A Soluble NK-CAR Mediates the Specific Cytotoxicity of NK Cells toward the Target CD20 Lymphoma Cells.

The structures of chimeric antigen receptors (CARs) currently designed for natural killer (NK) cells are mostly based on knowledge gained about CAR-T cells. Although these CAR-NK cells have shown promising effects, there are still many limitations to their application. In this study, we designed a soluble NK-CAR since the membrane protein NKG2D expressed by NK cells can directly trigger NK cell cytotoxicity by binding with the ligand MICA. This CAR is composed of three segments: the extracellular domain of MICA, an anti-CD20 single-chain variable fragment (anti-CD20 ScFv), and a human IgG Fc component. The nucleotide sequence of the soluble NK-CAR was cloned into a eukaryotic expression vector and expressed in suspension HEK293 cells, and the recombinant NK-CAR protein was then purified in a protein A column. The novel NK-CAR exhibited bifunctional activity, recognizing both the CD20 antigen of target cells and the NKG2D receptor of NKL cells.
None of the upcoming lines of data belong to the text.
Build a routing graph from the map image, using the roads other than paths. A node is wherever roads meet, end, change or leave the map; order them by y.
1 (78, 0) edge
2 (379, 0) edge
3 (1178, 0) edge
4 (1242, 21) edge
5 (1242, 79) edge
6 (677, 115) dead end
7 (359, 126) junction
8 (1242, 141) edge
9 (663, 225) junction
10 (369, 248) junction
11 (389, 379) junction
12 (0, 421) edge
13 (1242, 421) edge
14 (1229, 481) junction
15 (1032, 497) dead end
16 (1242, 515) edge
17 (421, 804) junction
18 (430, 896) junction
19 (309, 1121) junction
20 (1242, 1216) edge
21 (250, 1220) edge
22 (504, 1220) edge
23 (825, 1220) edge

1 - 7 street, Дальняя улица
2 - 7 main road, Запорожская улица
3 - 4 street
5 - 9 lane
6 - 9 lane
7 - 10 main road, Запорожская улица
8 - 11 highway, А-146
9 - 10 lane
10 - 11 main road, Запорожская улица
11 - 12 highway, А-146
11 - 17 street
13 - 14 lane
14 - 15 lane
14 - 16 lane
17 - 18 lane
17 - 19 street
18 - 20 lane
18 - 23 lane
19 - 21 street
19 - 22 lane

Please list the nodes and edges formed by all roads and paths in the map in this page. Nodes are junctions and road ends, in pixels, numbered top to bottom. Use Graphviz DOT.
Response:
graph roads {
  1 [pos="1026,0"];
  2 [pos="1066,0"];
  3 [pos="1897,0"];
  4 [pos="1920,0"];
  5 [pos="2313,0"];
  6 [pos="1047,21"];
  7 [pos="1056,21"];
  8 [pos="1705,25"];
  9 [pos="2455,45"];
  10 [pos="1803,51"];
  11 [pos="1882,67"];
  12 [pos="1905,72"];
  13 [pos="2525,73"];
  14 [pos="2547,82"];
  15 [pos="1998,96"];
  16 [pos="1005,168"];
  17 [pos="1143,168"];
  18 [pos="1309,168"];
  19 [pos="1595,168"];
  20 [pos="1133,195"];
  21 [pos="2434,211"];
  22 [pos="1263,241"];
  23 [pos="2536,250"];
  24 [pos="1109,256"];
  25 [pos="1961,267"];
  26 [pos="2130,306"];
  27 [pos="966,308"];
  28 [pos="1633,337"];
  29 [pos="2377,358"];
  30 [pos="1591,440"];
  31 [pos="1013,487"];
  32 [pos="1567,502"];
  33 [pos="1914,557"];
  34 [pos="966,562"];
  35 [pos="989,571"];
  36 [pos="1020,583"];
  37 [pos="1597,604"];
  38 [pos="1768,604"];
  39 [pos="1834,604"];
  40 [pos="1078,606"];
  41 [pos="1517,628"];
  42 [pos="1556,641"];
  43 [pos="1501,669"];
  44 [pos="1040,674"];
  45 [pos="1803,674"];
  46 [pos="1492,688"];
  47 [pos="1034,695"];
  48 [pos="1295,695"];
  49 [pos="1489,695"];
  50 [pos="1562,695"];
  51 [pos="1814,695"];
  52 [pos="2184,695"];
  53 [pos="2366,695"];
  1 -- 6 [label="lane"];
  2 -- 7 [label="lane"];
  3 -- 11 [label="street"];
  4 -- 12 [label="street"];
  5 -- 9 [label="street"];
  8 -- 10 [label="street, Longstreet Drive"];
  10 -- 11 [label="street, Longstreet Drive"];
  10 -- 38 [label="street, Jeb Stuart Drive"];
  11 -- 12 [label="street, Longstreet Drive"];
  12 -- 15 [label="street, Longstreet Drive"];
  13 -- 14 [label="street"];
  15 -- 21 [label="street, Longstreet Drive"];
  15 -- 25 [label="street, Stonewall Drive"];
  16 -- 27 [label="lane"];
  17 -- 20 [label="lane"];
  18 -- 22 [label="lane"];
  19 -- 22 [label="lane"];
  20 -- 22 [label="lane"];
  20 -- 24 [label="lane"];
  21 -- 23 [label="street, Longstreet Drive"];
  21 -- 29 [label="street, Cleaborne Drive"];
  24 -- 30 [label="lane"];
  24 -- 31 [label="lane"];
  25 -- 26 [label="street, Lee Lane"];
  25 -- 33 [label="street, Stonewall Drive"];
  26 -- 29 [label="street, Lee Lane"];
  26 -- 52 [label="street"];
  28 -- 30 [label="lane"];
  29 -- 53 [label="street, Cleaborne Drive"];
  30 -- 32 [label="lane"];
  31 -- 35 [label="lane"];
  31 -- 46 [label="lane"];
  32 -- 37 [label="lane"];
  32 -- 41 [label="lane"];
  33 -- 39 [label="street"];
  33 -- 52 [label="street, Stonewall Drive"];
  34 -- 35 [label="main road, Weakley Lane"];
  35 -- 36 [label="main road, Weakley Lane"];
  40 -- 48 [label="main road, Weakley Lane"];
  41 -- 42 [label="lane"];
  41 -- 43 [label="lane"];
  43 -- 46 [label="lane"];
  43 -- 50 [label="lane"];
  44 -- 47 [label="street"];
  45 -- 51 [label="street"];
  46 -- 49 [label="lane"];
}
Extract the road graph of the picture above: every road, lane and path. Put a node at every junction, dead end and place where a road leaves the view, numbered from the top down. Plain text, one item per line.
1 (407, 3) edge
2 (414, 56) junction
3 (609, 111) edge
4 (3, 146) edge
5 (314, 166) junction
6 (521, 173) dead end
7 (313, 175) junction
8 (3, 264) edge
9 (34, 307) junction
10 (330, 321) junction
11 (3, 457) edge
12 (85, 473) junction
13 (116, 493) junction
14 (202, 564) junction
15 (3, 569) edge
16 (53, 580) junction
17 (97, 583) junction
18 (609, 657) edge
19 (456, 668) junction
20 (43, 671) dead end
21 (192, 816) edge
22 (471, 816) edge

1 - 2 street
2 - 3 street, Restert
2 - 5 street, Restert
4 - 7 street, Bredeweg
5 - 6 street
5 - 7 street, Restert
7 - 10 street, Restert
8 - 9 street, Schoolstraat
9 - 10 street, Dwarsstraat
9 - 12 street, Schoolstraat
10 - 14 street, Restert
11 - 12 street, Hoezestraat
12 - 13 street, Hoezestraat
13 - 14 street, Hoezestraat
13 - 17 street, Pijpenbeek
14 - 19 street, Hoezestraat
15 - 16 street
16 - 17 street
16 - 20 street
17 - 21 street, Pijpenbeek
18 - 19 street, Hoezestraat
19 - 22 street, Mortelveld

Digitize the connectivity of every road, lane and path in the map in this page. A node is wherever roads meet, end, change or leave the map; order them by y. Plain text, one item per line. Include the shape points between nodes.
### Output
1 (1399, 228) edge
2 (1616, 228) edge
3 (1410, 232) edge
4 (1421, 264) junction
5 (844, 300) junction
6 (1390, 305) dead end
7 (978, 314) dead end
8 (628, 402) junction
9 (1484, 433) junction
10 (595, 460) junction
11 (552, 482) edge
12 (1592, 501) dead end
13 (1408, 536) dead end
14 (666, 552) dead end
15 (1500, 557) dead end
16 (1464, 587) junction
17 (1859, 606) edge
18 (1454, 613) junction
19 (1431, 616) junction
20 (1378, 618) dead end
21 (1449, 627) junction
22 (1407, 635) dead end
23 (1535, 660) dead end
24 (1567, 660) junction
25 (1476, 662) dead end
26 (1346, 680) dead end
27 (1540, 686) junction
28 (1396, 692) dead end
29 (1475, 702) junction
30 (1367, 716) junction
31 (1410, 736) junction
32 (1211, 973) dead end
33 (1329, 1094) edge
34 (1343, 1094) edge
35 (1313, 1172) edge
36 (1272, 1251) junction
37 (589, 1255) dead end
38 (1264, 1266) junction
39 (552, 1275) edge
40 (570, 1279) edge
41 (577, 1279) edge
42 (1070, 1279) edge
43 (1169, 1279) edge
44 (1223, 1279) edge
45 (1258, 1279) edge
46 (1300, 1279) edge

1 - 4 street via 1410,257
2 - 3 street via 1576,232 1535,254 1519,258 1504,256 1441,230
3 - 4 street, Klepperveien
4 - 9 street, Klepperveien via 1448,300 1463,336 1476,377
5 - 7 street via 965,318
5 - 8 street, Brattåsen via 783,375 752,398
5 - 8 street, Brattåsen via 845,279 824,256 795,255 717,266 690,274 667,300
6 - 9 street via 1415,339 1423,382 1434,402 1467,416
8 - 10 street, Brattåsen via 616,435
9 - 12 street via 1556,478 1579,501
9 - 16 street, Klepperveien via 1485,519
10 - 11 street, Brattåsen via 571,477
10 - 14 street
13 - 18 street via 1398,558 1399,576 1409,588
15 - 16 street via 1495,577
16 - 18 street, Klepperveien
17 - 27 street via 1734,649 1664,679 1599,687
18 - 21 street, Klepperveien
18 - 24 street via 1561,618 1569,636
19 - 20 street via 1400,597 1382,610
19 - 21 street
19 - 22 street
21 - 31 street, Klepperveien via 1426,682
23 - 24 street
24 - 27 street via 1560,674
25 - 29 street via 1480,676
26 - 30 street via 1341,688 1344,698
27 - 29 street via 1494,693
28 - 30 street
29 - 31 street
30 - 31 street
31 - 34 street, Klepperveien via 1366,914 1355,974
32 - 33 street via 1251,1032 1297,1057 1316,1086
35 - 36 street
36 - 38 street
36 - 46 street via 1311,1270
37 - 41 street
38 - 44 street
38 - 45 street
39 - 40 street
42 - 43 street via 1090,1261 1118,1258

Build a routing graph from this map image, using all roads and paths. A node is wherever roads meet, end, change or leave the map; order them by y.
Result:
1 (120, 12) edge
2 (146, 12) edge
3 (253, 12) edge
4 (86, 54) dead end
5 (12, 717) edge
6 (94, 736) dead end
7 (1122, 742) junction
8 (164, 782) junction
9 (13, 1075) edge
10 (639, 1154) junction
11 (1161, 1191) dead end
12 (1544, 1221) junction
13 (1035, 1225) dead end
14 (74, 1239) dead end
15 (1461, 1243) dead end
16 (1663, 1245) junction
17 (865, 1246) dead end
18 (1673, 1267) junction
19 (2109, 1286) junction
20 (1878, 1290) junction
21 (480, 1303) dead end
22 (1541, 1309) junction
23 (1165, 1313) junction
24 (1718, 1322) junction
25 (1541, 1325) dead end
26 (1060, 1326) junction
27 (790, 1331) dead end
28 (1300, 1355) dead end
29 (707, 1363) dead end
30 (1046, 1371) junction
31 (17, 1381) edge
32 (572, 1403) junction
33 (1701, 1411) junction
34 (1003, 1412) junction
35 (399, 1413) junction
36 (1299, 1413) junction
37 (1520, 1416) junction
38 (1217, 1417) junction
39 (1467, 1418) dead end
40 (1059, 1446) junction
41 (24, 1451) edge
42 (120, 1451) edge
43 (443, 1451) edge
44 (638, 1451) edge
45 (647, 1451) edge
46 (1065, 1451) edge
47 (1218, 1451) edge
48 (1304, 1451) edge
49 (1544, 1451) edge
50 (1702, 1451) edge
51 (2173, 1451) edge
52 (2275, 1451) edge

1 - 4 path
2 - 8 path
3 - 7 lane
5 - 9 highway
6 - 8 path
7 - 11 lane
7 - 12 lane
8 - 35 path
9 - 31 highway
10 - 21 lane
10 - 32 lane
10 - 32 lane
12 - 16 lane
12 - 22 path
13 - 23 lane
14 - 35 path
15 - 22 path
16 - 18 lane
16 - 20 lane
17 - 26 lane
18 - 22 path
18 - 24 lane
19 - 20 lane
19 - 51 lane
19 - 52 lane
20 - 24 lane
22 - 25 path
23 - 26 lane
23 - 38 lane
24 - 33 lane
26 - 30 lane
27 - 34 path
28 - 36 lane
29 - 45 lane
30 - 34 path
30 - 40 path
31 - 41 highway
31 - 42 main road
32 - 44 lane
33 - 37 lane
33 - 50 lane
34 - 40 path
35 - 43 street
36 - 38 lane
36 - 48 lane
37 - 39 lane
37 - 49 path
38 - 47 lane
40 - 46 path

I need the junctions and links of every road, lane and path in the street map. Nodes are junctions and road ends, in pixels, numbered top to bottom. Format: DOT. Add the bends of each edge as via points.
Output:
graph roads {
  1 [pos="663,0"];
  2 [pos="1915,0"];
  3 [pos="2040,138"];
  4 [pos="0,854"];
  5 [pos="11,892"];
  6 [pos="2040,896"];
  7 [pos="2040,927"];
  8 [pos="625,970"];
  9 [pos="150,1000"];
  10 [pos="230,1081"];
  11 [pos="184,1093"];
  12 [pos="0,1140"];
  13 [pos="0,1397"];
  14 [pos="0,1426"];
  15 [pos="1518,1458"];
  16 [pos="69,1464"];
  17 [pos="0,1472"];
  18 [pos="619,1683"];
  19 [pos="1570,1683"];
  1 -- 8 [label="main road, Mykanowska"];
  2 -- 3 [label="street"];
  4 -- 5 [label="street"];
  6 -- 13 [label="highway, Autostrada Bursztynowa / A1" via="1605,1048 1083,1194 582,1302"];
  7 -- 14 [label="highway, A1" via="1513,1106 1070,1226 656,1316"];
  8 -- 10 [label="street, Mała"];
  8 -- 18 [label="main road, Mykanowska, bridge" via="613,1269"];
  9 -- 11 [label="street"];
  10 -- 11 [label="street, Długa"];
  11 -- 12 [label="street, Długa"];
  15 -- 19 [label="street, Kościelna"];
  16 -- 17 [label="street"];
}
The NK-CAR activated the NKG2D receptor signaling pathway, causing NKL cells to express CD107a and secrete interferon-gamma. The soluble NK-CAR mediated the NKL cell killing of CD20 Daudi cells in vitro, with a 1 µg/mL concentration inducing the maximum killing effect. Moreover, 51.7% (p < 0.01) of Daudi cells were killed at the effector-to-target ratio of 10:1. In the presence of recombinant rMICA and NKG2D-Ig proteins, this killing effect was reduced to 30% (P < 0.01) owing to competitive interference. Our results highlight the clinical application potential of this novel immunotherapy for killing target tumor cells.